INPUT MATERIAL below:

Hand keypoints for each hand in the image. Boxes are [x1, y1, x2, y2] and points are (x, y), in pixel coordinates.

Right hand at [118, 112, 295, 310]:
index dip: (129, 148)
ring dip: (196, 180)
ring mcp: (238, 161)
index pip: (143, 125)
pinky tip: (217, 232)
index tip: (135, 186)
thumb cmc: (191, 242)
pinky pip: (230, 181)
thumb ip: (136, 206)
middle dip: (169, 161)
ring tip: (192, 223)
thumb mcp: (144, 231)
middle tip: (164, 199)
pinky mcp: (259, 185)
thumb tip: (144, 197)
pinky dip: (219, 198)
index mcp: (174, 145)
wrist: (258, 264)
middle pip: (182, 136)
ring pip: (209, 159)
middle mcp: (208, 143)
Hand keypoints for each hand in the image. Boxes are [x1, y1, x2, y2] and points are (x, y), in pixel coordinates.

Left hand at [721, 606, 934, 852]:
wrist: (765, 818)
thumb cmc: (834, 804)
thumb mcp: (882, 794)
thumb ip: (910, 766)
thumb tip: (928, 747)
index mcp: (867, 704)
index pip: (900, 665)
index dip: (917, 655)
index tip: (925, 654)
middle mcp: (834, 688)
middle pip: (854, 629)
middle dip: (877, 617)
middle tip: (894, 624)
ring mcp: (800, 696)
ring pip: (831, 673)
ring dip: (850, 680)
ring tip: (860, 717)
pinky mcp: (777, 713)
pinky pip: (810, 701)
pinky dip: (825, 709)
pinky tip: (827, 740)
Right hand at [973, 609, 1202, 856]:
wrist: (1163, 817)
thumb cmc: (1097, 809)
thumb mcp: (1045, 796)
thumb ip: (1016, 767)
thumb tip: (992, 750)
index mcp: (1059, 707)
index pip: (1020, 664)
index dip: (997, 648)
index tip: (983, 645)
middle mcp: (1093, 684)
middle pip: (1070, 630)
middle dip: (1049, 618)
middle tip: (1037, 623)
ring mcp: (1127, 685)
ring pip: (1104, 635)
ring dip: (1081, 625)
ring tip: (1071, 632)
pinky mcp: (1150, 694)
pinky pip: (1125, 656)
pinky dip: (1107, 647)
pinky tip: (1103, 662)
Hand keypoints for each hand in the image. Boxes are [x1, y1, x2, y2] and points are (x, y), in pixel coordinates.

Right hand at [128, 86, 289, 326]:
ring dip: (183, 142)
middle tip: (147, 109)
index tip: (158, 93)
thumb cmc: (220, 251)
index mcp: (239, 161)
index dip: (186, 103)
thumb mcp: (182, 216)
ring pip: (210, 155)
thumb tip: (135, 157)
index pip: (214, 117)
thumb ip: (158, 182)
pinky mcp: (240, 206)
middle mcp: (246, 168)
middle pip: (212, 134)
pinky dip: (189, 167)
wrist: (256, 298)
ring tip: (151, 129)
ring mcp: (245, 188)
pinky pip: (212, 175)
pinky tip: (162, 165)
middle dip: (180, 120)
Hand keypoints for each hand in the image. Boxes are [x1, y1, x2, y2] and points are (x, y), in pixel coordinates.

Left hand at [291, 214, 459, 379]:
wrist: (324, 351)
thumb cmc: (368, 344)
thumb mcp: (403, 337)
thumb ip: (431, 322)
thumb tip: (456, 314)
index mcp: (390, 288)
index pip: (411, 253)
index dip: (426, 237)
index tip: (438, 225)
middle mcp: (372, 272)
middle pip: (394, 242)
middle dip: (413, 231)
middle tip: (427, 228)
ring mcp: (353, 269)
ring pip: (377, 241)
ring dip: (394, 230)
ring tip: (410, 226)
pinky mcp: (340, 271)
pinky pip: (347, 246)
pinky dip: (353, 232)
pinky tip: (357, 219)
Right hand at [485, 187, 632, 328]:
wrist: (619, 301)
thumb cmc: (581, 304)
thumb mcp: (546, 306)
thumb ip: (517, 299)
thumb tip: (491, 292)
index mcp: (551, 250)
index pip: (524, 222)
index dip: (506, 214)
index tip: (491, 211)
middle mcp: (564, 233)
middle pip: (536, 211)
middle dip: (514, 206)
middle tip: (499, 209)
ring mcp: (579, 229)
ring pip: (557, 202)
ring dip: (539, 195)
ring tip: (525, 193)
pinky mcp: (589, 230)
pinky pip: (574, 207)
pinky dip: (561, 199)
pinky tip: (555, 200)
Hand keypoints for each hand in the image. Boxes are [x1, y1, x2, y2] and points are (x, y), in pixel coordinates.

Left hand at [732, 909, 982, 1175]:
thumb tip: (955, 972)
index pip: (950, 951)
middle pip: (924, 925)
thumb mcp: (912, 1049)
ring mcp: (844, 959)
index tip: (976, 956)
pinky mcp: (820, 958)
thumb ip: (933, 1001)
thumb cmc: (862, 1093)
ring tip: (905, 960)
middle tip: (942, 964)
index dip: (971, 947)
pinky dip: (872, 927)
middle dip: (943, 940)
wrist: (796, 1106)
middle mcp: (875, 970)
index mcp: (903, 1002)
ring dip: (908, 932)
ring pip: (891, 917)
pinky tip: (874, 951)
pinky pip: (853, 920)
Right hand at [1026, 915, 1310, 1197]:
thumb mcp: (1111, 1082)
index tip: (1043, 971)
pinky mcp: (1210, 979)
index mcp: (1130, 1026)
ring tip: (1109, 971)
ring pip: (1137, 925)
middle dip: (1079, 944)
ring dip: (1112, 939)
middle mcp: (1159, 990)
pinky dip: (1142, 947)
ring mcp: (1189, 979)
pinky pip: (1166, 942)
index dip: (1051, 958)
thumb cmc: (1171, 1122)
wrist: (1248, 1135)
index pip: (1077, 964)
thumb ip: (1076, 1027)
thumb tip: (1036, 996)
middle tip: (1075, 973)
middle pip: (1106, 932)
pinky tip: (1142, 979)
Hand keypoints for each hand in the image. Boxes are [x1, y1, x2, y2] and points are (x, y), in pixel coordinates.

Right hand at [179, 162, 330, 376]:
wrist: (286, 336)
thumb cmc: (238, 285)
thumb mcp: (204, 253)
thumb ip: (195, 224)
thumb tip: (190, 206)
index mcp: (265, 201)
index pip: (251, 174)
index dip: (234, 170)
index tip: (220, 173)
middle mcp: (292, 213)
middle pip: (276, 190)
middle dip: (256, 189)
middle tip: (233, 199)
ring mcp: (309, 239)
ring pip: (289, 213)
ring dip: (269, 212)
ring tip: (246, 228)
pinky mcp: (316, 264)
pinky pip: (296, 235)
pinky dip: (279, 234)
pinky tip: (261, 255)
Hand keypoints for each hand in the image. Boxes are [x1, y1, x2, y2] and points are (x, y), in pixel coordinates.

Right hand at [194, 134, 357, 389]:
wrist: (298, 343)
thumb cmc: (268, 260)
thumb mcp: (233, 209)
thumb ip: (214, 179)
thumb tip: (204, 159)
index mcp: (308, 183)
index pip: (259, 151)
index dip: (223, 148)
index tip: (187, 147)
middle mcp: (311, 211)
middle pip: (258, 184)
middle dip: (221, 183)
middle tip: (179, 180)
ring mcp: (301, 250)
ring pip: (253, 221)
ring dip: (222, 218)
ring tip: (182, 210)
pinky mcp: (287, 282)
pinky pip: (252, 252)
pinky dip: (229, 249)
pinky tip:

End of INPUT MATERIAL.

■ TASK:
All the records, from start to finish, are to be repeated exactly.

■ PROBLEM SOLUTION:
Hand keypoints for each hand in the image. Boxes are [x1, y1, x2, y2] and points are (x, y), in pixel coordinates.

Right hand at [118, 112, 295, 310]:
index dip: (129, 148)
ring dip: (196, 180)
ring mcp: (238, 161)
index pip: (143, 125)
pinky tip: (217, 232)
index tip: (135, 186)
thumb cmc: (191, 242)
pinky pip: (230, 181)
thumb ip: (136, 206)
middle dip: (169, 161)
ring tip: (192, 223)
thumb mcp: (144, 231)
middle tip: (164, 199)
pinky mcp: (259, 185)
thumb tip: (144, 197)
pinky dip: (219, 198)
index mcp: (174, 145)
wrist: (258, 264)
middle pip: (182, 136)
ring pip: (209, 159)
middle mcp: (208, 143)
Hand keypoints for each hand in the image. Boxes are [x1, y1, x2, y2] and points are (x, y), in pixel coordinates.

Left hand at [721, 606, 934, 852]:
wrist: (765, 818)
thumb cmc: (834, 804)
thumb mcp: (882, 794)
thumb ip: (910, 766)
thumb tip: (928, 747)
index mcp: (867, 704)
index pip: (900, 665)
index dip: (917, 655)
index tip: (925, 654)
middle mcp: (834, 688)
middle pip: (854, 629)
middle dip: (877, 617)
middle tip: (894, 624)
ring mcp: (800, 696)
ring pip: (831, 673)
ring dip: (850, 680)
ring tip: (860, 717)
pinky mcp: (777, 713)
pinky pip: (810, 701)
pinky dip: (825, 709)
pinky tip: (827, 740)
Right hand at [973, 609, 1202, 856]:
wrist: (1163, 817)
thumb cmc: (1097, 809)
thumb mcp: (1045, 796)
thumb ip: (1016, 767)
thumb tip: (992, 750)
index mcp: (1059, 707)
index pip: (1020, 664)
index dip: (997, 648)
index tip: (983, 645)
middle mcp: (1093, 684)
middle pip: (1070, 630)
middle dip: (1049, 618)
middle tip: (1037, 623)
ring mcp: (1127, 685)
ring pip: (1104, 635)
ring dip: (1081, 625)
ring tip: (1071, 632)
pinky mcp: (1150, 694)
pinky pip: (1125, 656)
pinky dip: (1107, 647)
pinky tip: (1103, 662)
Hand keypoints for each hand in the image. Boxes are [x1, y1, x2, y2] and points are (x, y), in pixel coordinates.

Right hand at [128, 86, 289, 326]:
ring dip: (183, 142)
middle tip: (147, 109)
index tip: (158, 93)
thumb cmc: (220, 251)
index mcp: (239, 161)
index dip: (186, 103)
thumb mcp: (182, 216)
ring pip: (210, 155)
thumb tip: (135, 157)
index pip: (214, 117)
thumb ip: (158, 182)
pinky mcp: (240, 206)
middle mcp: (246, 168)
middle pip: (212, 134)
pinky dip: (189, 167)
wrist: (256, 298)
ring tip: (151, 129)
ring mcp: (245, 188)
pinky pip: (212, 175)
pinky tip: (162, 165)
middle dip: (180, 120)
Hand keypoints for each hand in the image. Boxes are [x1, y1, x2, y2] and points are (x, y), in pixel coordinates.

Left hand at [291, 214, 459, 379]:
wrist: (324, 351)
thumb cmc: (368, 344)
thumb mcp: (403, 337)
thumb ip: (431, 322)
thumb tip: (456, 314)
index mcp: (390, 288)
index pip: (411, 253)
index dip: (426, 237)
index tip: (438, 225)
middle mcp: (372, 272)
middle pip: (394, 242)
middle dip: (413, 231)
middle tip: (427, 228)
ring mcp: (353, 269)
ring pip: (377, 241)
ring dip: (394, 230)
ring tip: (410, 226)
pinky mcp: (340, 271)
pinky pip: (347, 246)
pinky dip: (353, 232)
pinky tip: (357, 219)
Right hand at [485, 187, 632, 328]:
wrist: (619, 301)
thumb cmc: (581, 304)
thumb mcp: (546, 306)
thumb ip: (517, 299)
thumb tip: (491, 292)
index mcp: (551, 250)
index pip: (524, 222)
index dip: (506, 214)
index tip: (491, 211)
middle mcp: (564, 233)
middle pip: (536, 211)
middle dip: (514, 206)
middle tip: (499, 209)
ring mcp: (579, 229)
ring pip: (557, 202)
ring dip: (539, 195)
ring tip: (525, 193)
pinky mcp: (589, 230)
pinky pip: (574, 207)
pinky dip: (561, 199)
pinky tip: (555, 200)
Hand keypoints for each hand in the image. Boxes are [x1, y1, x2, y2] and points are (x, y), in pixel coordinates.

Left hand at [732, 909, 982, 1175]:
thumb tip: (955, 972)
index pip: (950, 951)
middle pip: (924, 925)
thumb mcp: (912, 1049)
ring mcp: (844, 959)
index tip: (976, 956)
pinky mcp: (820, 958)
thumb ip: (933, 1001)
thumb cmc: (862, 1093)
ring tip: (905, 960)
middle tip: (942, 964)
index dip: (971, 947)
pinky dip: (872, 927)
middle dip: (943, 940)
wrist: (796, 1106)
middle mcp: (875, 970)
index mcp: (903, 1002)
ring dip: (908, 932)
ring pip: (891, 917)
pinky tip: (874, 951)
pinky pip: (853, 920)
Right hand at [1026, 915, 1310, 1197]:
thumb mcp: (1111, 1082)
index tip: (1043, 971)
pinky mcp: (1210, 979)
index mcp: (1130, 1026)
ring tip: (1109, 971)
ring pip: (1137, 925)
middle dip: (1079, 944)
ring dip: (1112, 939)
middle mcp: (1159, 990)
pinky dip: (1142, 947)
ring mcp: (1189, 979)
pinky pip: (1166, 942)
index dip: (1051, 958)
thumb cmc: (1171, 1122)
wrist: (1248, 1135)
index pip: (1077, 964)
thumb ip: (1076, 1027)
thumb tip: (1036, 996)
middle tip: (1075, 973)
middle pip: (1106, 932)
pinky tip: (1142, 979)
Hand keypoints for each hand in the image. Boxes are [x1, y1, x2, y2] and points are (x, y), in pixel coordinates.

Right hand at [179, 162, 330, 376]:
wrist: (286, 336)
thumb cmc: (238, 285)
thumb mcp: (204, 253)
thumb ip: (195, 224)
thumb tip: (190, 206)
index mcp: (265, 201)
index pip: (251, 174)
index dip: (234, 170)
index tip: (220, 173)
middle mcp: (292, 213)
middle pip: (276, 190)
middle dip: (256, 189)
middle tip: (233, 199)
ring mcp: (309, 239)
ring pip: (289, 213)
ring dip: (269, 212)
ring tip: (246, 228)
pinky mcp: (316, 264)
pinky pip: (296, 235)
pinky dip: (279, 234)
pinky tip: (261, 255)
Hand keypoints for each hand in the image. Boxes are [x1, y1, x2, y2] and points are (x, y), in pixel coordinates.

Right hand at [194, 134, 357, 389]:
wrist: (298, 343)
thumb cmc: (268, 260)
thumb mcp: (233, 209)
thumb ip: (214, 179)
thumb tip: (204, 159)
index mcp: (308, 183)
index pip: (259, 151)
index dip: (223, 148)
index tip: (187, 147)
middle mcp: (311, 211)
middle pip: (258, 184)
middle dip: (221, 183)
middle tip: (179, 180)
ring mcp: (301, 250)
ring pip: (253, 221)
ring dip: (222, 218)
ring tip: (182, 210)
pinky mcp: (287, 282)
pinky pip: (252, 252)
pinky dip: (229, 249)
pinky tip:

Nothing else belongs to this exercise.